Allen Warren and four of his companies seek review of an arbitration decision
that, in their view, misinterpreted the termination clause in their contract with Wells
Fargo.2 They contend this clause required Wells Fargo to calculate early termination fees
one way, but the arbitrators wrongly allowed Wells Fargo to calculate these fees another
way. Even assuming error, however, an error of this sort presents none of the limited
circumstances that would warrant judicial review of an arbitration award. Because error
alone is insufficient to allow judicial review, we affirm the trial court’s judgment in favor
of Wells Fargo.
BACKGROUND
I
Allen Warren is the owner of New Faze Holdings, LLC (New Faze), a real estate
development company. In 2005, New Faze obtained two multimillion-dollar loans from
Wells Fargo to finance the purchase of two apartment buildings in Sacramento County.
Both loans were variable rate loans.
To hedge against the risks posed by rising interest rates on these loans, New Faze
also entered into two interest rate swap agreements with Wells Fargo. An interest rate
swap is an agreement between two parties to exchange one stream of interest payments
for another, over a set period of time. The most common type, and the type at issue here,
involves party A (here, Wells Fargo) paying party B (here, New Faze) the interest
accruing on a hypothetical principal amount (the notional amount) based on a floating
interest rate, while party B pays party A the interest accruing on the same notional
2 Plaintiffs and respondents in this case are Wells Fargo Bank, National Association
and Wells Fargo Advisors, LLC. We refer to these entities collectively as Wells Fargo.

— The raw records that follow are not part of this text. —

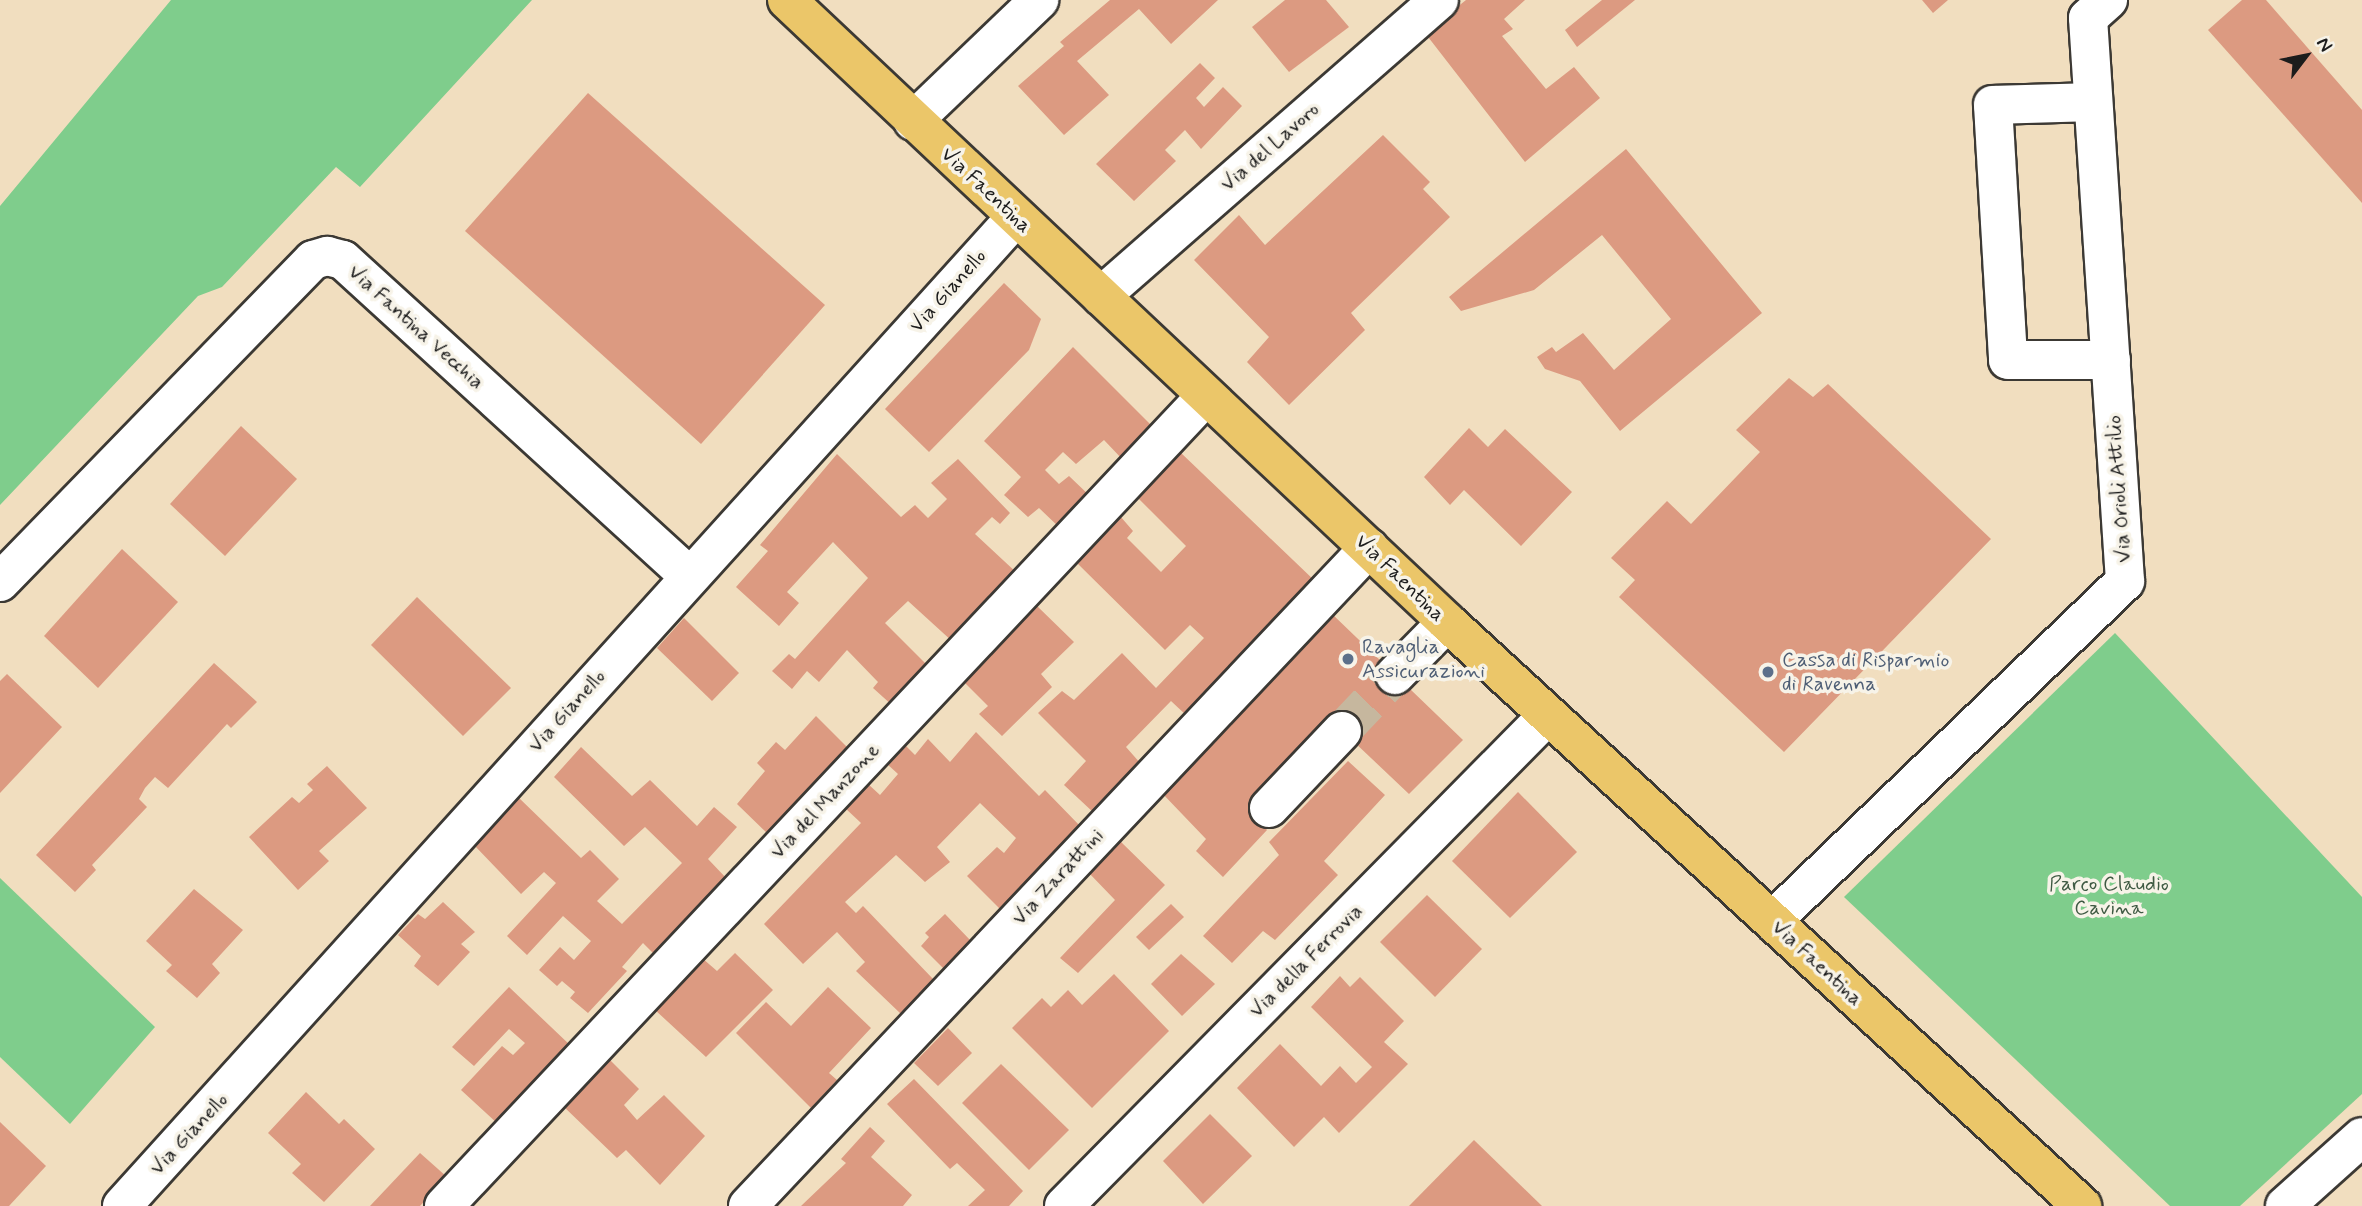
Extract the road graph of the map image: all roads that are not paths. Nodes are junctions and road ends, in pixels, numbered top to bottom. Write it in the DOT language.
graph roads {
  1 [pos="787,0"];
  2 [pos="1039,0"];
  3 [pos="1439,0"];
  4 [pos="2108,0"];
  5 [pos="2093,102"];
  6 [pos="913,121"];
  7 [pos="1014,218"];
  8 [pos="1101,296"];
  9 [pos="2111,360"];
  10 [pos="1206,396"];
  11 [pos="1369,548"];
  12 [pos="688,575"];
  13 [pos="0,582"];
  14 [pos="1447,622"];
  15 [pos="1395,674"];
  16 [pos="1548,715"];
  17 [pos="1342,731"];
  18 [pos="1269,808"];
  19 [pos="1772,921"];
  20 [pos="2362,1137"];
  21 [pos="141,1200"];
  22 [pos="444,1206"];
  23 [pos="748,1206"];
  24 [pos="1064,1206"];
  25 [pos="2081,1206"];
  26 [pos="2285,1206"];
  1 -- 6 [label="main road, Via Faentina"];
  2 -- 6 [label="street"];
  3 -- 8 [label="street, Via del Lavoro"];
  4 -- 5 [label="street, Via Orioli Attilio"];
  5 -- 9 [label="street, Via Orioli Attilio"];
  5 -- 9 [label="street"];
  6 -- 7 [label="main road, Via Faentina"];
  7 -- 8 [label="main road, Via Faentina"];
  7 -- 12 [label="street, Via Gianello"];
  8 -- 10 [label="main road, Via Faentina"];
  9 -- 19 [label="street, Via Orioli Attilio"];
  10 -- 11 [label="main road, Via Faentina"];
  10 -- 22 [label="street, Via del Manzone"];
  11 -- 14 [label="main road, Via Faentina"];
  11 -- 23 [label="street, Via Zarattini"];
  12 -- 13 [label="street, Via Fantina Vecchia"];
  12 -- 21 [label="street, Via Gianello"];
  14 -- 15 [label="street"];
  14 -- 16 [label="main road, Via Faentina"];
  16 -- 19 [label="main road, Via Faentina"];
  16 -- 24 [label="street, Via della Ferrovia"];
  17 -- 18 [label="street"];
  19 -- 25 [label="main road, Via Faentina"];
  20 -- 26 [label="street"];
}
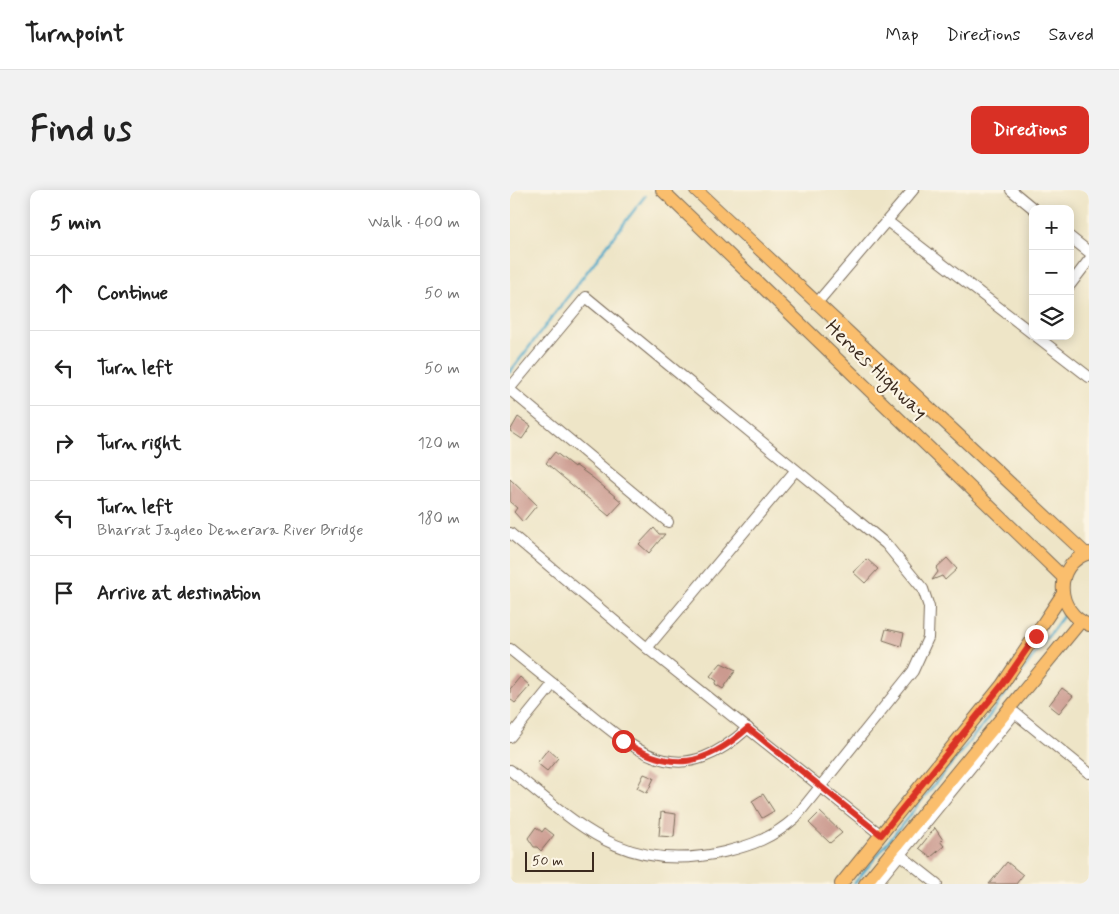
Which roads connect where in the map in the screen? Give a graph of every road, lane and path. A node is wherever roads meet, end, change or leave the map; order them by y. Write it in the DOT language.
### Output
graph roads {
  1 [pos="662,190"];
  2 [pos="696,190"];
  3 [pos="912,190"];
  4 [pos="1011,190"];
  5 [pos="1029,205"];
  6 [pos="887,220"];
  7 [pos="1074,240"];
  8 [pos="1089,252"];
  9 [pos="1089,260"];
  10 [pos="1074,280"];
  11 [pos="816,304"];
  12 [pos="1029,331"];
  13 [pos="1041,340"];
  14 [pos="1089,377"];
  15 [pos="510,389"];
  16 [pos="795,471"];
  17 [pos="668,522"];
  18 [pos="510,533"];
  19 [pos="1087,553"];
  20 [pos="1064,578"];
  21 [pos="1062,595"];
  22 [pos="1085,623"];
  23 [pos="647,648"];
  24 [pos="510,649"];
  25 [pos="552,684"];
  26 [pos="748,728"];
  27 [pos="510,737"];
  28 [pos="510,770"];
  29 [pos="1089,772"];
  30 [pos="820,788"];
  31 [pos="881,835"];
  32 [pos="896,852"];
  33 [pos="841,884"];
  34 [pos="865,884"];
  35 [pos="876,884"];
  36 [pos="937,884"];
  1 -- 20 [label="main road, Heroes Highway"];
  2 -- 11 [label="main road, Heroes Highway"];
  3 -- 6 [label="street"];
  4 -- 5 [label="street"];
  6 -- 11 [label="street"];
  6 -- 12 [label="street"];
  7 -- 8 [label="street"];
  9 -- 10 [label="street"];
  11 -- 19 [label="main road, Heroes Highway"];
  13 -- 14 [label="street"];
  15 -- 16 [label="street"];
  15 -- 17 [label="street"];
  16 -- 23 [label="street"];
  16 -- 30 [label="street"];
  18 -- 23 [label="street"];
  19 -- 20 [label="main road"];
  20 -- 21 [label="main road"];
  21 -- 22 [label="main road"];
  21 -- 31 [label="main road"];
  22 -- 32 [label="main road"];
  23 -- 26 [label="street"];
  24 -- 25 [label="street"];
  25 -- 26 [label="street"];
  25 -- 27 [label="street"];
  26 -- 30 [label="street"];
  28 -- 30 [label="street"];
  29 -- 32 [label="street"];
  30 -- 31 [label="street"];
  31 -- 33 [label="main road"];
  32 -- 34 [label="main road"];
  32 -- 35 [label="street"];
  32 -- 36 [label="street"];
}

amount based on a fixed interest rate. (See Thrifty Oil Co. v. Bank of America Nat. Trust
(9th Cir. 2003) 322 F.3d 1039, 1042-1043.)
The parties’ two interest rate swap agreements varied only in terms of the relevant
notional amount—one agreement used the principal listed in one of the loans as the
notional amount, and the other used the principal listed in the second loan as the notional
amount. By pegging the notional amounts to the two loans, these swap agreements
offered New Faze a hedge against the risk of rising interest rates on the variable rate
loans. If interest rates rose, for example, New Faze would be obligated to make larger
interest payments on its loans; but under the swap agreements, that increase would now
be offset in part by Wells Fargo’s similarly increasing interest payments to New Faze.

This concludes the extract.